Sandy’s talk didn’t go so well. Dan opened the same way but got a totally different reaction.

Sandy shook her head and replied “I just don’t trust these people. I’ve worked with a few of them before and know what they do behind people’s backs.”

Dan thought about how contrary this sounded based on his own history with the team from prior assignments. He knew about their performance elsewhere and the accolades they had gotten from others, both above and below them in the organization.

He simply said to Sandy, “Tell me more.”

“Well…..” and her list began. Interesting to Dan was the level of petty complaints he heard. He was shocked at just how petty many of these grievances sounded when compared to the duties Sandy had on her plate.

He had not known Sandy that well from before, but had always relied on her technical delivery of work product and was pleased. Yet hearing her voiced concerns about others made him realize one big thing about Sandy.

She really didn’t trust anyone.

The Leader’s Boundaries

In the effort to be an effective leader, there are many things you must do but there are some you cannot do.

Becoming a therapist for an employee who exhibits behaviors that are not conducive to good teamwork is just not something you should delve into.
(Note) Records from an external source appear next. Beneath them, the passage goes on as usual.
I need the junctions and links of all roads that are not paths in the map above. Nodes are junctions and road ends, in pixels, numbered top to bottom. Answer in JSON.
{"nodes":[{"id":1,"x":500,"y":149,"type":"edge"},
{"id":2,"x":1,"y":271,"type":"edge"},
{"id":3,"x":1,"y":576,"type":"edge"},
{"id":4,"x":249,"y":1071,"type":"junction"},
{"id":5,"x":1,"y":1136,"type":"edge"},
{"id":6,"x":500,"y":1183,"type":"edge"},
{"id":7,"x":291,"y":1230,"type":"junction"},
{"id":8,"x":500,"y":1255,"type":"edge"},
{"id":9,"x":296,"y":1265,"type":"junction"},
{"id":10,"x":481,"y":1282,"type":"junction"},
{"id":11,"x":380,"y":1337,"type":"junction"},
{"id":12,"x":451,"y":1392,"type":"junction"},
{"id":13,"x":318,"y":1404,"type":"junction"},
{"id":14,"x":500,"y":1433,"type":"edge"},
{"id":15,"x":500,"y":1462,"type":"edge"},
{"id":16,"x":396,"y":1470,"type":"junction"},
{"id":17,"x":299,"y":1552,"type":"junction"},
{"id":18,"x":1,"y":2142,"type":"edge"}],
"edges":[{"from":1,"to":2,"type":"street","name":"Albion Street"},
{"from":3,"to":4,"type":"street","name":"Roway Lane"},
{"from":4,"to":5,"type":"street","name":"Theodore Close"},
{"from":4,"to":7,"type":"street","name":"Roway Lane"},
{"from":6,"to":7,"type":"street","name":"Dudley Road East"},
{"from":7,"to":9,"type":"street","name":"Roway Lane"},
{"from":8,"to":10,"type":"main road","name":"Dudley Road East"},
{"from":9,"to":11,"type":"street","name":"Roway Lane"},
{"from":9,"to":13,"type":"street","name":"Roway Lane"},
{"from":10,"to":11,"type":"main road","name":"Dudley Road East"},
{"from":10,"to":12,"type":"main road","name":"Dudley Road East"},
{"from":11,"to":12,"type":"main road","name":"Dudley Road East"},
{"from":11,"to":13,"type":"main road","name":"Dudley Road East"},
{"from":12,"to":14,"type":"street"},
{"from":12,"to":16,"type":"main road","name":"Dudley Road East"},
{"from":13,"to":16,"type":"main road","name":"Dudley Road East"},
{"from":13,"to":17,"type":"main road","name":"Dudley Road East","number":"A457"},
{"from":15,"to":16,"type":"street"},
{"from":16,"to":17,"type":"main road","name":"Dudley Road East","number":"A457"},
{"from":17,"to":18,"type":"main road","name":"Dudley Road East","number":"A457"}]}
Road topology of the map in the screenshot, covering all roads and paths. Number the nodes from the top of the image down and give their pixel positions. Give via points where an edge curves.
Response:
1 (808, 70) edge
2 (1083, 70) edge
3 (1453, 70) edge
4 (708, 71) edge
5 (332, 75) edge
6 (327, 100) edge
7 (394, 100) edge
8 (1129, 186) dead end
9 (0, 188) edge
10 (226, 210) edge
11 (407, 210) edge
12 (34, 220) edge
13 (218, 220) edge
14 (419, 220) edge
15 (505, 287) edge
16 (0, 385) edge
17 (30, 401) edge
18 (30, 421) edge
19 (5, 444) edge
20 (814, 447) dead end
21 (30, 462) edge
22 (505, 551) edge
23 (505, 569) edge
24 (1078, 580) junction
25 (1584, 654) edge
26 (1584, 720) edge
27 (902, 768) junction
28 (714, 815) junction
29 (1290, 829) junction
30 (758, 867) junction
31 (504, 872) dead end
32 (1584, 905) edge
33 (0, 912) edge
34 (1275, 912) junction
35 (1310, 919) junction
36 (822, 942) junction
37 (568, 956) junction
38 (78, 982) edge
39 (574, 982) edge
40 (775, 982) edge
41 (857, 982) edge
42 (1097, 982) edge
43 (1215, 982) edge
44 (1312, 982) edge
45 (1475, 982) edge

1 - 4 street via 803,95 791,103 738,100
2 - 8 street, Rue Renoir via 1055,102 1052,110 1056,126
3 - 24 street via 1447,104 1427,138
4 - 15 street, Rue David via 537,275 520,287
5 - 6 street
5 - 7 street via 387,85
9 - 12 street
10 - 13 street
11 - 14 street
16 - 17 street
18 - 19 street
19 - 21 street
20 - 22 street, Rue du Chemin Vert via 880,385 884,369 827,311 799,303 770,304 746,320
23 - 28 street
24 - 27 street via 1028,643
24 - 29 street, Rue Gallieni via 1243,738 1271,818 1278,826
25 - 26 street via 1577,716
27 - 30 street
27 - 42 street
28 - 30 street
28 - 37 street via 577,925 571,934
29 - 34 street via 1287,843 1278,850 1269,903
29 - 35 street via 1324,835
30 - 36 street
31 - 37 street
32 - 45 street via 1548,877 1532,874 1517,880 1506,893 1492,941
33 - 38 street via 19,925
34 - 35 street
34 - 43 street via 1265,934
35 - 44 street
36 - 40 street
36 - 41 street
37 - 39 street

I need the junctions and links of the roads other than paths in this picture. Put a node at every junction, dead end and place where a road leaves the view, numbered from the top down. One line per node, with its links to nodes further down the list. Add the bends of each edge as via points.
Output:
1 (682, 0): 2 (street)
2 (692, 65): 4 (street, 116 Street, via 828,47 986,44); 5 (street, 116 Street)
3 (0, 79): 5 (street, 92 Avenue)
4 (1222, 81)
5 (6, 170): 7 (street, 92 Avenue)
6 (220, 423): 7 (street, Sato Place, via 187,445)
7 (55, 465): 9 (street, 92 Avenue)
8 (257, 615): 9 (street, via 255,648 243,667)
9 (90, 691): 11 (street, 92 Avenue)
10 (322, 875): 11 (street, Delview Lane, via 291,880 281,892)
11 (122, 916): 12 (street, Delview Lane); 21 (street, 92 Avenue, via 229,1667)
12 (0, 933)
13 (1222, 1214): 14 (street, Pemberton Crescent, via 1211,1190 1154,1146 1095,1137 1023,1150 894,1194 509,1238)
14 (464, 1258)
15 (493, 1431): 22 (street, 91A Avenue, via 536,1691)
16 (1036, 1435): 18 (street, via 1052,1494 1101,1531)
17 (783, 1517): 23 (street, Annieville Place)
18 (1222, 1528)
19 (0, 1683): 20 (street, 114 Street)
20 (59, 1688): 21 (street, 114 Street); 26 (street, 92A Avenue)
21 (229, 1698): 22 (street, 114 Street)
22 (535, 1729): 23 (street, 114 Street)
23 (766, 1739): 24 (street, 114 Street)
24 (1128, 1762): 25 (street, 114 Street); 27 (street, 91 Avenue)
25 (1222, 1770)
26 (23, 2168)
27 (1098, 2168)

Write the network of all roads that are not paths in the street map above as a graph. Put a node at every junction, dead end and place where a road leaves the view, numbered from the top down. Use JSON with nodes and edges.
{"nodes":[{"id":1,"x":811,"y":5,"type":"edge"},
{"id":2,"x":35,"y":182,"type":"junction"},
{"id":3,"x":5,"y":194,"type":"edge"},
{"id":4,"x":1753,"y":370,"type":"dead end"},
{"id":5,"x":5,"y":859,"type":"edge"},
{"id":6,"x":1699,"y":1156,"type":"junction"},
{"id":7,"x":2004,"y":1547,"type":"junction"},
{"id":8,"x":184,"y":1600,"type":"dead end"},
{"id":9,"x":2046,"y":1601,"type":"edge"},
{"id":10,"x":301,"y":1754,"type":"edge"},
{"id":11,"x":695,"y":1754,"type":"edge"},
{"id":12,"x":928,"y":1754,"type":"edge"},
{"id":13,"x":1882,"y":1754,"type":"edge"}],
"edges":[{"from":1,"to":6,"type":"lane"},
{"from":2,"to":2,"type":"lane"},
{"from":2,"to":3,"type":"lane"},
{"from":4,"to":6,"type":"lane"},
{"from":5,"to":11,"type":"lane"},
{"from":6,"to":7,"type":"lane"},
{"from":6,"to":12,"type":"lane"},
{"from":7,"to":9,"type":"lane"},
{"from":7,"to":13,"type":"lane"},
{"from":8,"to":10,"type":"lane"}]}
We’ve all been there before, realizing you have an employee who has some psycho-emotional baggage that will not allow open and reliable cooperation on the team.

So what do you do?

First, don’t let it get personal. Stick to team outcomes when describing expectations. Make those expectations very clear.

Shifting the Spotlight

Watch for tell-tale signs of behavioral problems. An untrusting soul may often try to shift the spotlight away from themselves onto others.

anger at work

Examples include placing blame for minor matters and accusing others of “failing” to deliver properly. They somehow think that constantly churning the team around them will keep the focus away from their own issues.

Someone who is more trusting will accept responsibility and become vulnerable to things needing more attention.

I’ve seen situations where the highest performer on the team was actually the least trusting individual. Despite adding significant value to the team, they cause so much confusion and disruption, their actual worth starts to be questionable.

This latter situation may be the leader’s biggest challenge. If you’ve ever been frustrated by someone’s behavior yet asked yourself something like this “Can I afford to lose them?”, you should start the process to do just that.

Keeping a team member who will never trust the rest of the team will derail everything you may try to accomplish. It happens every time.